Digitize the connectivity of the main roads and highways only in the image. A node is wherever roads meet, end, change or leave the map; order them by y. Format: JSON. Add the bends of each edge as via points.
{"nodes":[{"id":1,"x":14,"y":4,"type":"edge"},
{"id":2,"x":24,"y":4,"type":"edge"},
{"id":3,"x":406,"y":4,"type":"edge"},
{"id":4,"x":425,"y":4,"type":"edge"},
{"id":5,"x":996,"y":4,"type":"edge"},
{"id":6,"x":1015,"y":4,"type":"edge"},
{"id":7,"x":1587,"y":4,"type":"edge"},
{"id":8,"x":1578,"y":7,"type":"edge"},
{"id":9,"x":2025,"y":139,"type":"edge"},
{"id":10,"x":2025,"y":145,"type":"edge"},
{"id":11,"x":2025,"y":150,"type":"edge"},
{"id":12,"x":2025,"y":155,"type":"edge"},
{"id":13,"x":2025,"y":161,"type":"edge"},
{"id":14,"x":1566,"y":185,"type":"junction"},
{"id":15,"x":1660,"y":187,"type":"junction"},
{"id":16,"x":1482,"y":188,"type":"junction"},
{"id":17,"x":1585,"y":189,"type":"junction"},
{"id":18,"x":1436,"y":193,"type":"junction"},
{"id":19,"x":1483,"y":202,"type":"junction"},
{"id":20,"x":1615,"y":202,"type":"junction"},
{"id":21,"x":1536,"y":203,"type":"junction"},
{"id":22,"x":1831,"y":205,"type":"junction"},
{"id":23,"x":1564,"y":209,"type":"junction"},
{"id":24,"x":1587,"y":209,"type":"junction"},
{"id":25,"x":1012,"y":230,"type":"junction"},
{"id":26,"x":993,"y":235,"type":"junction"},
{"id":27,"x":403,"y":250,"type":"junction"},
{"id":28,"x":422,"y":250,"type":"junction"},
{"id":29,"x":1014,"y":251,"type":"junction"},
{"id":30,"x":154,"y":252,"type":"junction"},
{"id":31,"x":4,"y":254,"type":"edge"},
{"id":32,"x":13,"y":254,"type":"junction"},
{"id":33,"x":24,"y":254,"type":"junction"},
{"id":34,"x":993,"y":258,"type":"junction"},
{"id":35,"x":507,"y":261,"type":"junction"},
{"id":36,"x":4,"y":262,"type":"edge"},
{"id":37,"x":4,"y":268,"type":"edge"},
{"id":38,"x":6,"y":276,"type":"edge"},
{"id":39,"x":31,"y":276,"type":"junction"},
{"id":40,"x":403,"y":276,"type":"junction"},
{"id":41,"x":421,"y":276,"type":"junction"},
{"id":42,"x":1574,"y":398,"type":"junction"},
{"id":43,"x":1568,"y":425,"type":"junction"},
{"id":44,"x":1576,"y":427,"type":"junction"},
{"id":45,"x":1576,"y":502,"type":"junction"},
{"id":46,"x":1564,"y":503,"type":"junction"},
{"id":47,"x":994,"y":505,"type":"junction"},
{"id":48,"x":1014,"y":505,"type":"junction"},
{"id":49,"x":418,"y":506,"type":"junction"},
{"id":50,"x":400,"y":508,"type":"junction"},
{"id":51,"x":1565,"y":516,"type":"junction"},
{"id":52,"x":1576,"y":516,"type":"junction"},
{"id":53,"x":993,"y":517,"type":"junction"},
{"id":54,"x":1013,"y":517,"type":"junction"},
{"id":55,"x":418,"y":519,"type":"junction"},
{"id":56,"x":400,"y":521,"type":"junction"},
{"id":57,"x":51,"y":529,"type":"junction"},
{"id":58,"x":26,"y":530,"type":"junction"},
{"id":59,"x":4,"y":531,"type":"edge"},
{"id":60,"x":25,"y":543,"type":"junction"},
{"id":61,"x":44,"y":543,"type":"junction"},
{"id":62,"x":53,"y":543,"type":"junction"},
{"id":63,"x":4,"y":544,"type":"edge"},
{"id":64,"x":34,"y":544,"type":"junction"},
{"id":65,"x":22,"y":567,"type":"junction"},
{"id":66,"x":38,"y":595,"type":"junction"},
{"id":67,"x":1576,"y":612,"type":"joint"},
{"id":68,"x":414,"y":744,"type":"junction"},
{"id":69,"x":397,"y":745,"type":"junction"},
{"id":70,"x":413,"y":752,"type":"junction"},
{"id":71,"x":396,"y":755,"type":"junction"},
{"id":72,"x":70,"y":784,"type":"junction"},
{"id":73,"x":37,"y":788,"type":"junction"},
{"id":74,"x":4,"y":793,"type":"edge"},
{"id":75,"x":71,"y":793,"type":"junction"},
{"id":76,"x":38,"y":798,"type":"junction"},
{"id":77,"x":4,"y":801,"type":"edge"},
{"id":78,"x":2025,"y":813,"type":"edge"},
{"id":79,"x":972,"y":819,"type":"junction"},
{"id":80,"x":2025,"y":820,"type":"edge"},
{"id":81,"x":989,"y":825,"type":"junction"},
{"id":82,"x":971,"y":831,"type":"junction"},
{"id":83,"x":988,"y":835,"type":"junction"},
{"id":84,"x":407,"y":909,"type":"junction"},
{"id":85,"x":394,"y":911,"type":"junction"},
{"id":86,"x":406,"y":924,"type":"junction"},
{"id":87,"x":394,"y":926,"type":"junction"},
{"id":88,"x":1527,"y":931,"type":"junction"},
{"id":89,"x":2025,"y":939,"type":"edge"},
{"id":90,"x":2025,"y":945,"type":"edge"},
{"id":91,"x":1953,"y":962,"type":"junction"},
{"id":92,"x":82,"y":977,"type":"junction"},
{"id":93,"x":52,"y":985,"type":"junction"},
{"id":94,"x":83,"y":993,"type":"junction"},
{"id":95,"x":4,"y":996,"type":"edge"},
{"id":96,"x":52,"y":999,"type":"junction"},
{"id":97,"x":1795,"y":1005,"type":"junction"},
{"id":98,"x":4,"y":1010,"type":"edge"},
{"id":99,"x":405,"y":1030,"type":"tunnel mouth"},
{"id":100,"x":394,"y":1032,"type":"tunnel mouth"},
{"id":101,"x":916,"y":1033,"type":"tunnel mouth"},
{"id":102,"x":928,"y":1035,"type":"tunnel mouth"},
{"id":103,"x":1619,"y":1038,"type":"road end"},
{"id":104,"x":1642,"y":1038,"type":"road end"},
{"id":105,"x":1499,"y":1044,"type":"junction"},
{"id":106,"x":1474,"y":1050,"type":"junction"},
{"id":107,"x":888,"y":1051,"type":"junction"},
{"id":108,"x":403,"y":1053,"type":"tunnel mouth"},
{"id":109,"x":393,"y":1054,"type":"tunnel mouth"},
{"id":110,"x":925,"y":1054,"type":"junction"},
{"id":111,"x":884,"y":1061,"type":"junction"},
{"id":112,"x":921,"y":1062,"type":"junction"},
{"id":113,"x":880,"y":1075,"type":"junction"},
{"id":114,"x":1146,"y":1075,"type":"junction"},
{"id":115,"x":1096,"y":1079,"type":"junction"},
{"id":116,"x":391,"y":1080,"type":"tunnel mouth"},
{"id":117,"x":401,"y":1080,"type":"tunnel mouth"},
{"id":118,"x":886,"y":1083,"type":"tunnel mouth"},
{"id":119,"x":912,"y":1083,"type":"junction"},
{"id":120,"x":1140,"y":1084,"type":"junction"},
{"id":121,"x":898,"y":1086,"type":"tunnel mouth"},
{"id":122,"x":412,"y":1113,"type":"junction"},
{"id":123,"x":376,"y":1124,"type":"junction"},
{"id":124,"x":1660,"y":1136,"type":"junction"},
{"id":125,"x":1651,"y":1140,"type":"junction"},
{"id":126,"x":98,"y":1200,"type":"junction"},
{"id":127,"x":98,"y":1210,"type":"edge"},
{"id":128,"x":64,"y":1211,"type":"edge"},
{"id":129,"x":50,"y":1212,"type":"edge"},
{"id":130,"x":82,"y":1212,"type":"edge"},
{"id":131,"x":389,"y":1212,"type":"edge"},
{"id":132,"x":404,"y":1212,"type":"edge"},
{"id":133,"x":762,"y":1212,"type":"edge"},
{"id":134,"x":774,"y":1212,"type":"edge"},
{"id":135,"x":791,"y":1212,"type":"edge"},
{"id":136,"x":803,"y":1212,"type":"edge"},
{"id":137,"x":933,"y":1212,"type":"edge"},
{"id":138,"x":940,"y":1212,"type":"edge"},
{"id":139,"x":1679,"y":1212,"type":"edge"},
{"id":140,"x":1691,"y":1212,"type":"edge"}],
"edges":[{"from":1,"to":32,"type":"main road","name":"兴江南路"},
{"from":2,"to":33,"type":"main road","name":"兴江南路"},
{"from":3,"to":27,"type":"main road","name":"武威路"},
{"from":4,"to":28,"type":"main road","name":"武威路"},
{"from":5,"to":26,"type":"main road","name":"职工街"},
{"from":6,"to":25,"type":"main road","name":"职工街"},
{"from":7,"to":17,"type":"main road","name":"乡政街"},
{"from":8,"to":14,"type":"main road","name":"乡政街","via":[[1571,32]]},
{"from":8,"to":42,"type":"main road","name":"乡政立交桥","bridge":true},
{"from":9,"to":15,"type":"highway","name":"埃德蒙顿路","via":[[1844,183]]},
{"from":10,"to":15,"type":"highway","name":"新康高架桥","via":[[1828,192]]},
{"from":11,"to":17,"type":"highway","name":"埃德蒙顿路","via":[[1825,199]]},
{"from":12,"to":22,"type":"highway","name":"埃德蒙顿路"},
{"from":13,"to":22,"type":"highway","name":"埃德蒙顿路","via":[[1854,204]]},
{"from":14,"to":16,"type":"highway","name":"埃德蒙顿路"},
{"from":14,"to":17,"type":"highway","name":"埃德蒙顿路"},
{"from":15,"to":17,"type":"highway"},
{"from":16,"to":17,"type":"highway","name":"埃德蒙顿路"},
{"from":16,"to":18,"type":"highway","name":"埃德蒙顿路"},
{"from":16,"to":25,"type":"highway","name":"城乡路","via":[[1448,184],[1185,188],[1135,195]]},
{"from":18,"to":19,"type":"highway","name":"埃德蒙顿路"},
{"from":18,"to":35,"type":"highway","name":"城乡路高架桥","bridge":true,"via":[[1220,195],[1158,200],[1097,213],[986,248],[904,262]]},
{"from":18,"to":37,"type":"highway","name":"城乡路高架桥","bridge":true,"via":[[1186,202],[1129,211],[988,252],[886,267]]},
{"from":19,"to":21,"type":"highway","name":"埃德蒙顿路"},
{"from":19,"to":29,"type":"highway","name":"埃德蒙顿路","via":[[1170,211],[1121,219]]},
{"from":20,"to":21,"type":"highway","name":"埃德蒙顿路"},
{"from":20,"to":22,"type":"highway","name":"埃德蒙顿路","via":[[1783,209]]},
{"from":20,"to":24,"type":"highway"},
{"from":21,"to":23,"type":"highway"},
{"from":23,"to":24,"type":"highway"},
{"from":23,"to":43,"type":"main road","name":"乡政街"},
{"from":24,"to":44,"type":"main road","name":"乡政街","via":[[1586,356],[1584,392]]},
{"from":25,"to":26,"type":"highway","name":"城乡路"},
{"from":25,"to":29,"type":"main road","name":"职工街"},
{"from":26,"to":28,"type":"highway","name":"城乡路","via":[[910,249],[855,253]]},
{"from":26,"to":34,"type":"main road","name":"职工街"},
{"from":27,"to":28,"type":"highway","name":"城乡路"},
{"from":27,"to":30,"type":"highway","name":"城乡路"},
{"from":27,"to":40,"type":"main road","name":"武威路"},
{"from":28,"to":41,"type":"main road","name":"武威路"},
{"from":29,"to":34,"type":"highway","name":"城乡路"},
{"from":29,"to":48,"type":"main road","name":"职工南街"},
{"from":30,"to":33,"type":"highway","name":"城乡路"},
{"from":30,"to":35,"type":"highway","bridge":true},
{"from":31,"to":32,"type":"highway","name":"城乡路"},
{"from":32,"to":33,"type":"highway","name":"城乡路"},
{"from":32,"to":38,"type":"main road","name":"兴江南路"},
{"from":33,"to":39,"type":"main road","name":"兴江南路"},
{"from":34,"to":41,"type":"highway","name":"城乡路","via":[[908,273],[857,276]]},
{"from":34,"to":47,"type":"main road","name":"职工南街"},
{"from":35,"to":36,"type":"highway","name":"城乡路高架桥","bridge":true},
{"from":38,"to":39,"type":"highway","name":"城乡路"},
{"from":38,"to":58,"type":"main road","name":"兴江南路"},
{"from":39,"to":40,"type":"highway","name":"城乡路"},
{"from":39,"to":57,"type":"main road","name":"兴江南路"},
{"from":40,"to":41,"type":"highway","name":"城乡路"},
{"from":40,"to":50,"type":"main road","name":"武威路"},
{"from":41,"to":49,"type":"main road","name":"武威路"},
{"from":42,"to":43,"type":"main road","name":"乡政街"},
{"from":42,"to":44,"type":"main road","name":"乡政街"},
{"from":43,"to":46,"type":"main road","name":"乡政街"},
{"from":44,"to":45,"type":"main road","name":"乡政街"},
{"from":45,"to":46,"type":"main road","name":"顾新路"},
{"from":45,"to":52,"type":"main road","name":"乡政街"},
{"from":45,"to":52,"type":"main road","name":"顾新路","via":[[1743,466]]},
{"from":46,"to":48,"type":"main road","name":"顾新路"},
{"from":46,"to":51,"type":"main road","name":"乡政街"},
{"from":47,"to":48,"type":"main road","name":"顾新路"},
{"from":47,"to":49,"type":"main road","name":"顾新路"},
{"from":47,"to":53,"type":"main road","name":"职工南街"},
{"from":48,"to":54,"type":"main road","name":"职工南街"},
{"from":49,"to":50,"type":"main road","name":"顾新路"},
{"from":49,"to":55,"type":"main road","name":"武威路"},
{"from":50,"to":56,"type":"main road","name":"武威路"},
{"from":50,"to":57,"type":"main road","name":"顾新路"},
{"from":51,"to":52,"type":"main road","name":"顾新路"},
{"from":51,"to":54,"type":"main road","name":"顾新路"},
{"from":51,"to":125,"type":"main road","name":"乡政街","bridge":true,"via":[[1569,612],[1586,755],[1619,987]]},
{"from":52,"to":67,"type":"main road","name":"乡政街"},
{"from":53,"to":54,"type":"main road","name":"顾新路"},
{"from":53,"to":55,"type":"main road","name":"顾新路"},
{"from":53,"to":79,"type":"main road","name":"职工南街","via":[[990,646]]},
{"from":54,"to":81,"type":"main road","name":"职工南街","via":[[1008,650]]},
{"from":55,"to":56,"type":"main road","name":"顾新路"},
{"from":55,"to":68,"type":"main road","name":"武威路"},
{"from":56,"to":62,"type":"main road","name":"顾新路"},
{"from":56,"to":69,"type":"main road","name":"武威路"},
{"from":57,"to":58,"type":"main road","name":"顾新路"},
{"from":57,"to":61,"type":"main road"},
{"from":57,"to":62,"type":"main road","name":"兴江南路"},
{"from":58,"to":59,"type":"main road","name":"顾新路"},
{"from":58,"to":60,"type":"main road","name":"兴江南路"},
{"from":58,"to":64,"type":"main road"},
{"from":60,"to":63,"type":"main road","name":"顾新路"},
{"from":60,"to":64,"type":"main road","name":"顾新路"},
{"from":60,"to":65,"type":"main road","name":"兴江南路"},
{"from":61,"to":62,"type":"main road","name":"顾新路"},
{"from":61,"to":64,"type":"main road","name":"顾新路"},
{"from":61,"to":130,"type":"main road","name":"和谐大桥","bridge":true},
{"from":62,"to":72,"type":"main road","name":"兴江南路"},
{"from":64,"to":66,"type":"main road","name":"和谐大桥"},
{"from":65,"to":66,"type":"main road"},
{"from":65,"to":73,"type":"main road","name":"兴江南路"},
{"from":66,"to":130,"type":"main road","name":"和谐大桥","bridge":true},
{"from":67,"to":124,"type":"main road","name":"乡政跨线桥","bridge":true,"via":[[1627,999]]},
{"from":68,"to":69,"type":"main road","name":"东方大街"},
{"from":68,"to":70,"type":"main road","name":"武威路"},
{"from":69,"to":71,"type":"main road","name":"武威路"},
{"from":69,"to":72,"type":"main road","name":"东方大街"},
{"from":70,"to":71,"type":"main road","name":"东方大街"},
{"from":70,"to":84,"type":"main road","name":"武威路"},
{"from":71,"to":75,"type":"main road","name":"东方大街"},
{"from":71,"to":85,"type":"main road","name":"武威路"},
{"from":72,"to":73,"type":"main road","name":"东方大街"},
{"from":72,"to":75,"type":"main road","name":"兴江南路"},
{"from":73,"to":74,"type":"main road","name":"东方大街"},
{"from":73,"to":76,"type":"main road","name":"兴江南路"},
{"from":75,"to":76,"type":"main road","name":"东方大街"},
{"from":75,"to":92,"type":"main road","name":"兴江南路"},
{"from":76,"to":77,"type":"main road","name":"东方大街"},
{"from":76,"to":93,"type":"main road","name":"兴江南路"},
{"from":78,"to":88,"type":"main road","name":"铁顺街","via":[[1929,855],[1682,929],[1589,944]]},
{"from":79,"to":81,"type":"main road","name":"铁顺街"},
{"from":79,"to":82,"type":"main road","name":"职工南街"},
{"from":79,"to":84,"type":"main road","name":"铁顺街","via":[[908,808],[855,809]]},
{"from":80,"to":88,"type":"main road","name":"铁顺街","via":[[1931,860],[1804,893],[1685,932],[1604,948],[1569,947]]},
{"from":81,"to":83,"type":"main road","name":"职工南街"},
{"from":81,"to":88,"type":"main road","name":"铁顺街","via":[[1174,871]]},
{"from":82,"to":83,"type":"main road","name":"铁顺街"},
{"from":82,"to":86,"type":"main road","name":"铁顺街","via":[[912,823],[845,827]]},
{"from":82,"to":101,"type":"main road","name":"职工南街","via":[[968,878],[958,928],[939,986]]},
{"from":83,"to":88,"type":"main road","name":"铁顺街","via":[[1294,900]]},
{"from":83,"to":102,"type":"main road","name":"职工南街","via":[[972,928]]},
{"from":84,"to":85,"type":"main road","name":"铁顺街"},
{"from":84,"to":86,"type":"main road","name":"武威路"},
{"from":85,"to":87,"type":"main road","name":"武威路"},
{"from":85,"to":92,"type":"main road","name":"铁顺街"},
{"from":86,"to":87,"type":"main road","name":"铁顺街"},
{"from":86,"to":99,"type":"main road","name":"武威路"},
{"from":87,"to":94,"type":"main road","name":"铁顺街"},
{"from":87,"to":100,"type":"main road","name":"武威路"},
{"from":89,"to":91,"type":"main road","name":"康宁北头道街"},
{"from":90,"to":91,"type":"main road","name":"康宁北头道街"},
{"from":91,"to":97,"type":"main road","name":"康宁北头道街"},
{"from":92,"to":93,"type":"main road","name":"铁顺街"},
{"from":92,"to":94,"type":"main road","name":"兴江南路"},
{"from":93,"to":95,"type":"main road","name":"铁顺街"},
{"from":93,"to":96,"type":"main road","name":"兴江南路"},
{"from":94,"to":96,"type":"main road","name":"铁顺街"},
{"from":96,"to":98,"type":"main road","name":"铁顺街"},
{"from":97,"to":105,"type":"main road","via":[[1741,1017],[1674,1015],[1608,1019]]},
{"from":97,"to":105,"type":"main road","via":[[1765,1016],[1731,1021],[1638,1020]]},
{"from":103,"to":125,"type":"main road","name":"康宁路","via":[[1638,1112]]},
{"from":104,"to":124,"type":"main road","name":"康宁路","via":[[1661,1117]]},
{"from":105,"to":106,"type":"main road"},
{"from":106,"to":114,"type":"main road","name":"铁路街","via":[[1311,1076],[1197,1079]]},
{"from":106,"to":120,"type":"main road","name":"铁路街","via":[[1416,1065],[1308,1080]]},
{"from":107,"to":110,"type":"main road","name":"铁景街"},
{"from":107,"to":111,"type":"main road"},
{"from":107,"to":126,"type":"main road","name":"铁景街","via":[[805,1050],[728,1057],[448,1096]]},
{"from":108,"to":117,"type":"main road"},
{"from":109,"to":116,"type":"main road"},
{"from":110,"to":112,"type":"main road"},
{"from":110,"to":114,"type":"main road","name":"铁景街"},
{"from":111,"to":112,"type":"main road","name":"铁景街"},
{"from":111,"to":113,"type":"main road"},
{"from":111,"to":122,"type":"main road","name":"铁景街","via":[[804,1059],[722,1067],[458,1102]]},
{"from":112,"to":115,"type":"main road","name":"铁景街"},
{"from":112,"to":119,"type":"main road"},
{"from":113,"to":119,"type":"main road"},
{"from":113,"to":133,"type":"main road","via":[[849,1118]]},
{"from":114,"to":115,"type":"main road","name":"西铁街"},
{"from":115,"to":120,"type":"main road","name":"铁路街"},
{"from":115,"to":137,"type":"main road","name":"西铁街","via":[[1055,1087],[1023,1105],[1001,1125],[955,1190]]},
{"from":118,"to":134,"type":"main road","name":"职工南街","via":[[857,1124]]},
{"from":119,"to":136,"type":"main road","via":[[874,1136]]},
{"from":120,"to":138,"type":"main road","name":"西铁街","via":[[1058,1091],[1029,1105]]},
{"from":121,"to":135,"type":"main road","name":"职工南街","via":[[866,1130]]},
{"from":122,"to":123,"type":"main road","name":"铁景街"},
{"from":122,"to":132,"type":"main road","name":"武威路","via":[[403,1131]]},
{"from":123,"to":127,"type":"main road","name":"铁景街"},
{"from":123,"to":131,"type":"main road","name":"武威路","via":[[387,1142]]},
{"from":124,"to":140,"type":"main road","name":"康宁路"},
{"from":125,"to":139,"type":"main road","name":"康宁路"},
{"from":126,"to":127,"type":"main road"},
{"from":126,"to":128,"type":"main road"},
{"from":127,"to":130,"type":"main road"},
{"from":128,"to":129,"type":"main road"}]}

----

Among the lines above, find those that contain the word "东方大街" and copy them.

{"from":68,"to":69,"type":"main road","name":"东方大街"},
{"from":69,"to":72,"type":"main road","name":"东方大街"},
{"from":70,"to":71,"type":"main road","name":"东方大街"},
{"from":71,"to":75,"type":"main road","name":"东方大街"},
{"from":72,"to":73,"type":"main road","name":"东方大街"},
{"from":73,"to":74,"type":"main road","name":"东方大街"},
{"from":75,"to":76,"type":"main road","name":"东方大街"},
{"from":76,"to":77,"type":"main road","name":"东方大街"},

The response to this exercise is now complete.